On 3/21/2014 6:13 AM, Adam Litke wrote:
On 20/03/14 18:03 -0700, Chegu Vinod wrote:
On 3/19/2014 11:01 PM, Liao, Chuan (Jason Liao,
HPservers-Core-OE-PSC) wrote:
Add Vinod in this thread.

Best Regards, Jason Liao

-----Original Message----- From: Adam Litke
[mailto:ali...@redhat.com] Sent: 2014年3月19日 21:23 To: Doron
Fediuck Cc: vdsm-devel; Liao, Chuan (Jason Liao,
HPservers-Core-OE-PSC); Martin Sivak; Gilad Chaplik; Liang,
Shang-Chun (David Liang, HPservers-Core-OE-PSC); Shi, Xiao-Lei
(Bruce, HP Servers-PSC-CQ) Subject: Re: Fwd: Question about MOM

On 19/03/14 05:50 -0400, Doron Fediuck wrote:
Moving this to the vdsm list.

----- Forwarded Message ----- From: "Chuan Liao (Jason Liao,
HPservers-Core-OE-PSC)" <chuan.l...@hp.com> To: "Martin Sivak"
<msi...@redhat.com>, ali...@redhat.com, "Doron Fediuck"
<dfedi...@redhat.com>, "Gilad Chaplik" <gchap...@redhat.com> Cc:
"Shang-Chun Liang (David Liang, HPservers-Core-OE-PSC)"
<shangchun.li...@hp.com>, "Xiao-Lei Shi (Bruce, HP
Servers-PSC-CQ)" <xiao-lei....@hp.com> Sent: Wednesday, March 19,
2014 11:28:01 AM Subject: Question about MOM

Hi All,

I am a new with MOM feature.

In my understanding, MOM is the collector both from host and guest
and set the right policy to KSM and memory ballooning get better
performance.
Yes this is correct.  In oVirt, MOM runs as another vdsm thread and
uses the vdsm API to collect host and guest statistics.  Those
statistics are fed into a policy file which can create some outputs
(such as ksm tuning parameters and guest balloon sizes).  MOM then
uses the vdsm API to apply those outputs to the system.

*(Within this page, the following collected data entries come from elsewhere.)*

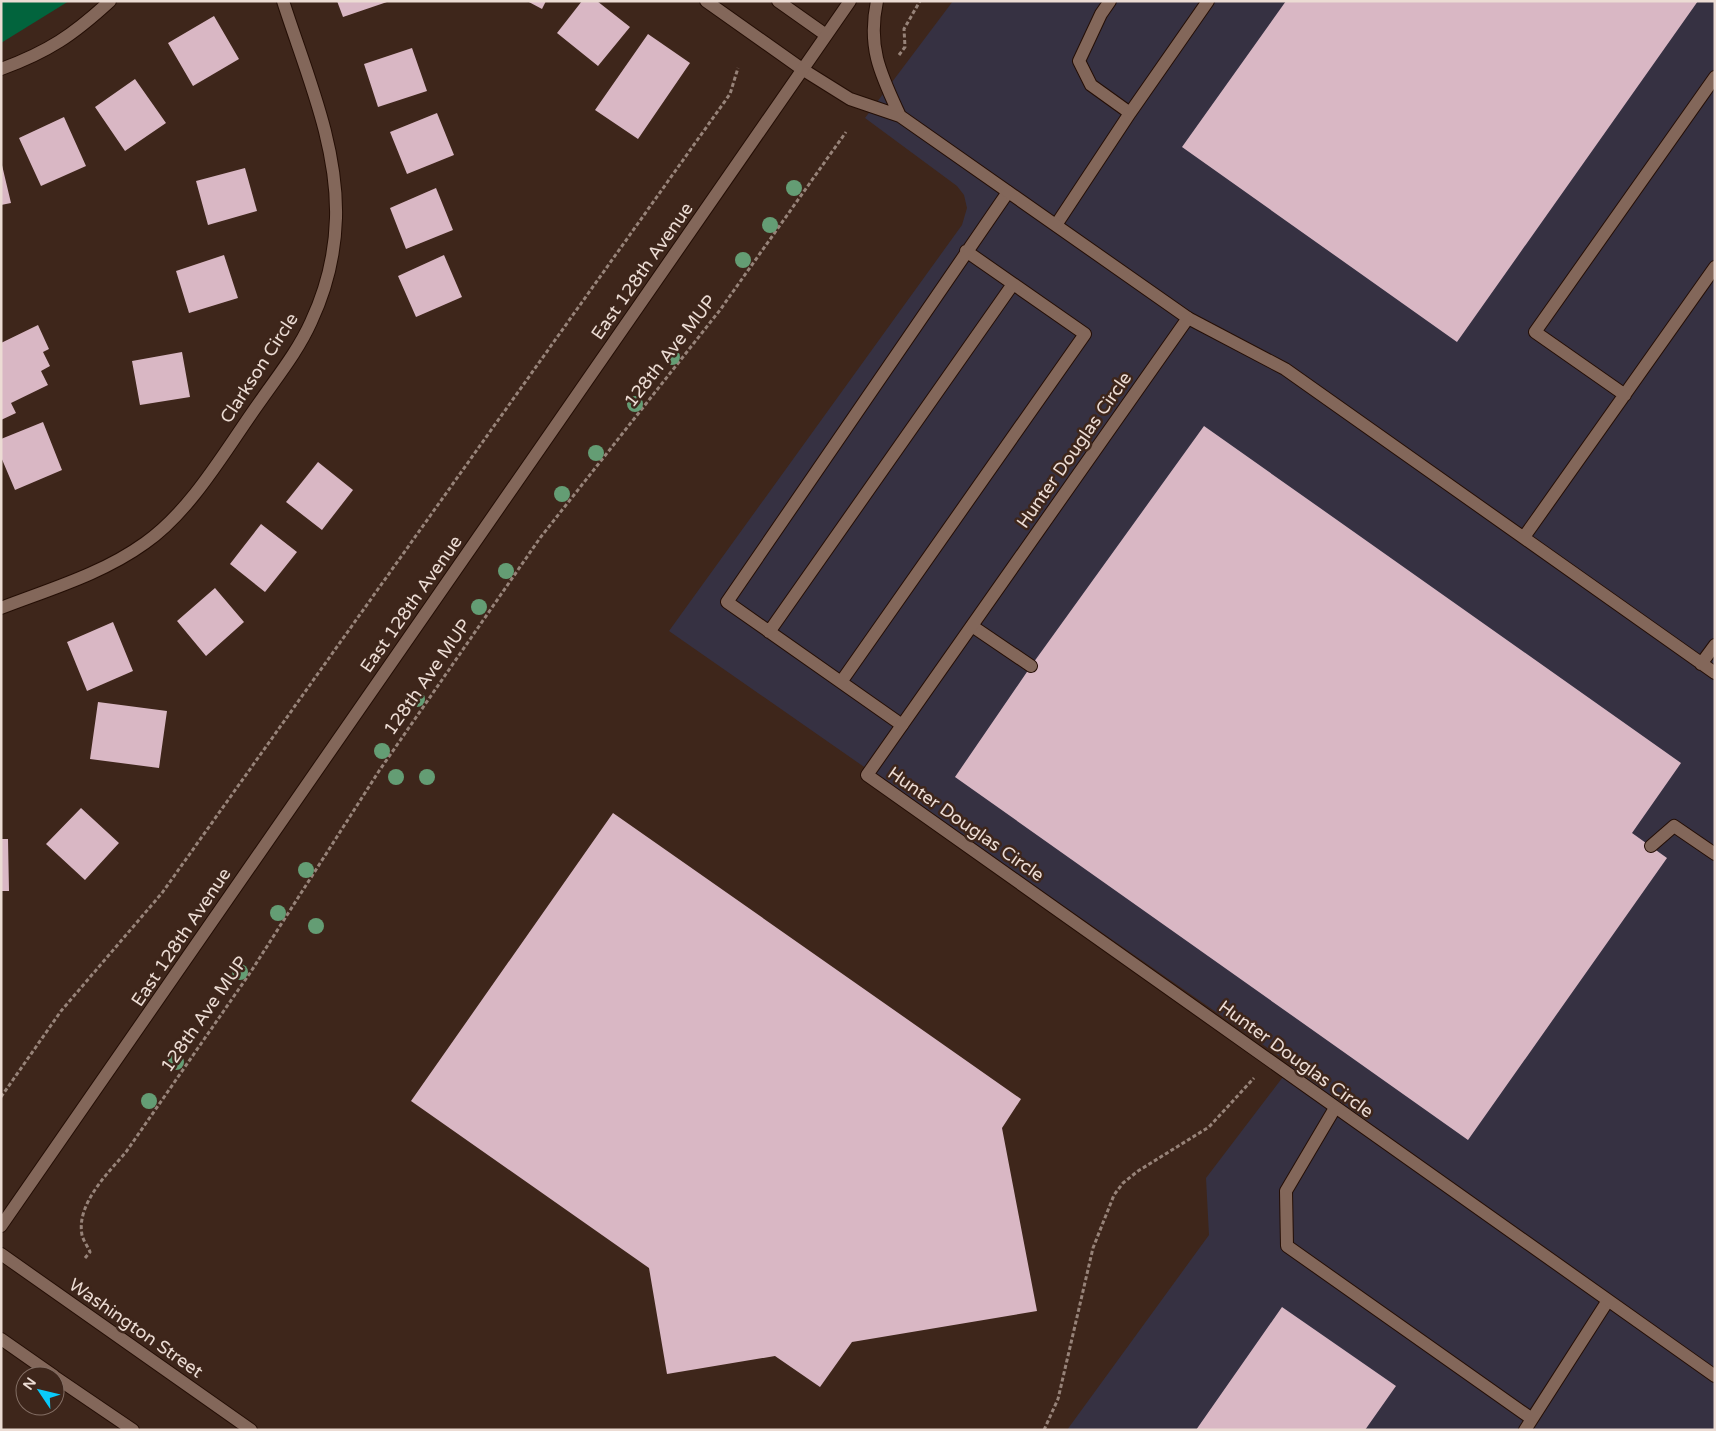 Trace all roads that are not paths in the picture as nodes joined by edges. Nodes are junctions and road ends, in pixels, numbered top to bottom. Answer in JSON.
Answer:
{"nodes":[{"id":1,"x":110,"y":1,"type":"edge"},
{"id":2,"x":283,"y":1,"type":"edge"},
{"id":3,"x":706,"y":1,"type":"edge"},
{"id":4,"x":778,"y":1,"type":"edge"},
{"id":5,"x":850,"y":1,"type":"edge"},
{"id":6,"x":877,"y":1,"type":"edge"},
{"id":7,"x":1110,"y":1,"type":"edge"},
{"id":8,"x":1208,"y":1,"type":"edge"},
{"id":9,"x":826,"y":34,"type":"junction"},
{"id":10,"x":1,"y":69,"type":"edge"},
{"id":11,"x":802,"y":69,"type":"junction"},
{"id":12,"x":1715,"y":77,"type":"edge"},
{"id":13,"x":1130,"y":113,"type":"junction"},
{"id":14,"x":900,"y":116,"type":"junction"},
{"id":15,"x":1008,"y":192,"type":"junction"},
{"id":16,"x":1056,"y":225,"type":"junction"},
{"id":17,"x":966,"y":251,"type":"junction"},
{"id":18,"x":1715,"y":267,"type":"edge"},
{"id":19,"x":1013,"y":284,"type":"junction"},
{"id":20,"x":1188,"y":318,"type":"junction"},
{"id":21,"x":1624,"y":395,"type":"junction"},
{"id":22,"x":1524,"y":537,"type":"junction"},
{"id":23,"x":1,"y":608,"type":"edge"},
{"id":24,"x":972,"y":626,"type":"junction"},
{"id":25,"x":769,"y":632,"type":"junction"},
{"id":26,"x":1715,"y":645,"type":"edge"},
{"id":27,"x":1702,"y":664,"type":"junction"},
{"id":28,"x":1031,"y":666,"type":"dead end"},
{"id":29,"x":1715,"y":673,"type":"edge"},
{"id":30,"x":841,"y":682,"type":"junction"},
{"id":31,"x":902,"y":725,"type":"junction"},
{"id":32,"x":1651,"y":846,"type":"dead end"},
{"id":33,"x":1715,"y":854,"type":"edge"},
{"id":34,"x":1335,"y":1108,"type":"junction"},
{"id":35,"x":1,"y":1226,"type":"edge"},
{"id":36,"x":1,"y":1254,"type":"edge"},
{"id":37,"x":1607,"y":1302,"type":"junction"},
{"id":38,"x":1,"y":1339,"type":"edge"},
{"id":39,"x":40,"y":1366,"type":"edge"},
{"id":40,"x":1715,"y":1376,"type":"edge"},
{"id":41,"x":65,"y":1383,"type":"edge"},
{"id":42,"x":1528,"y":1424,"type":"edge"},
{"id":43,"x":133,"y":1430,"type":"edge"},
{"id":44,"x":251,"y":1430,"type":"edge"}],
"edges":[{"from":1,"to":10,"type":"street"},
{"from":2,"to":23,"type":"street","name":"Clarkson Circle"},
{"from":3,"to":11,"type":"street"},
{"from":4,"to":9,"type":"street"},
{"from":5,"to":9,"type":"street","name":"East 128th Avenue"},
{"from":6,"to":14,"type":"street"},
{"from":7,"to":13,"type":"street"},
{"from":8,"to":13,"type":"street"},
{"from":9,"to":11,"type":"street","name":"East 128th Avenue"},
{"from":11,"to":14,"type":"street"},
{"from":11,"to":35,"type":"street","name":"East 128th Avenue"},
{"from":12,"to":21,"type":"street"},
{"from":13,"to":16,"type":"street"},
{"from":14,"to":15,"type":"street"},
{"from":15,"to":16,"type":"street"},
{"from":15,"to":17,"type":"street"},
{"from":16,"to":20,"type":"street"},
{"from":17,"to":19,"type":"street"},
{"from":17,"to":25,"type":"street"},
{"from":18,"to":21,"type":"street"},
{"from":19,"to":25,"type":"street"},
{"from":19,"to":30,"type":"street"},
{"from":20,"to":22,"type":"street"},
{"from":20,"to":24,"type":"street","name":"Hunter Douglas Circle"},
{"from":21,"to":22,"type":"street"},
{"from":22,"to":27,"type":"street"},
{"from":24,"to":28,"type":"street"},
{"from":24,"to":31,"type":"street","name":"Hunter Douglas Circle"},
{"from":25,"to":30,"type":"street"},
{"from":26,"to":27,"type":"street"},
{"from":27,"to":29,"type":"street"},
{"from":30,"to":31,"type":"street"},
{"from":31,"to":34,"type":"street","name":"Hunter Douglas Circle"},
{"from":32,"to":33,"type":"street"},
{"from":34,"to":37,"type":"street","name":"Hunter Douglas Circle"},
{"from":34,"to":42,"type":"street"},
{"from":36,"to":44,"type":"street","name":"Washington Street"},
{"from":37,"to":40,"type":"street","name":"Hunter Douglas Circle"},
{"from":37,"to":42,"type":"street"},
{"from":38,"to":39,"type":"street"},
{"from":41,"to":43,"type":"street"}]}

Ok..Understood about the statistics gathering part and then
initiating policy driven inputs for the ksm and balloning on the host
etc.

Perhaps this was already discussed earlier ? Does the MOM thread in
vdsm intend to gather the NUMA topology of the host from the VDSM
(using some new TBD or some enhanced existing API) or does it intend
to collect this directly from the host using libvirt/libnuma etc ?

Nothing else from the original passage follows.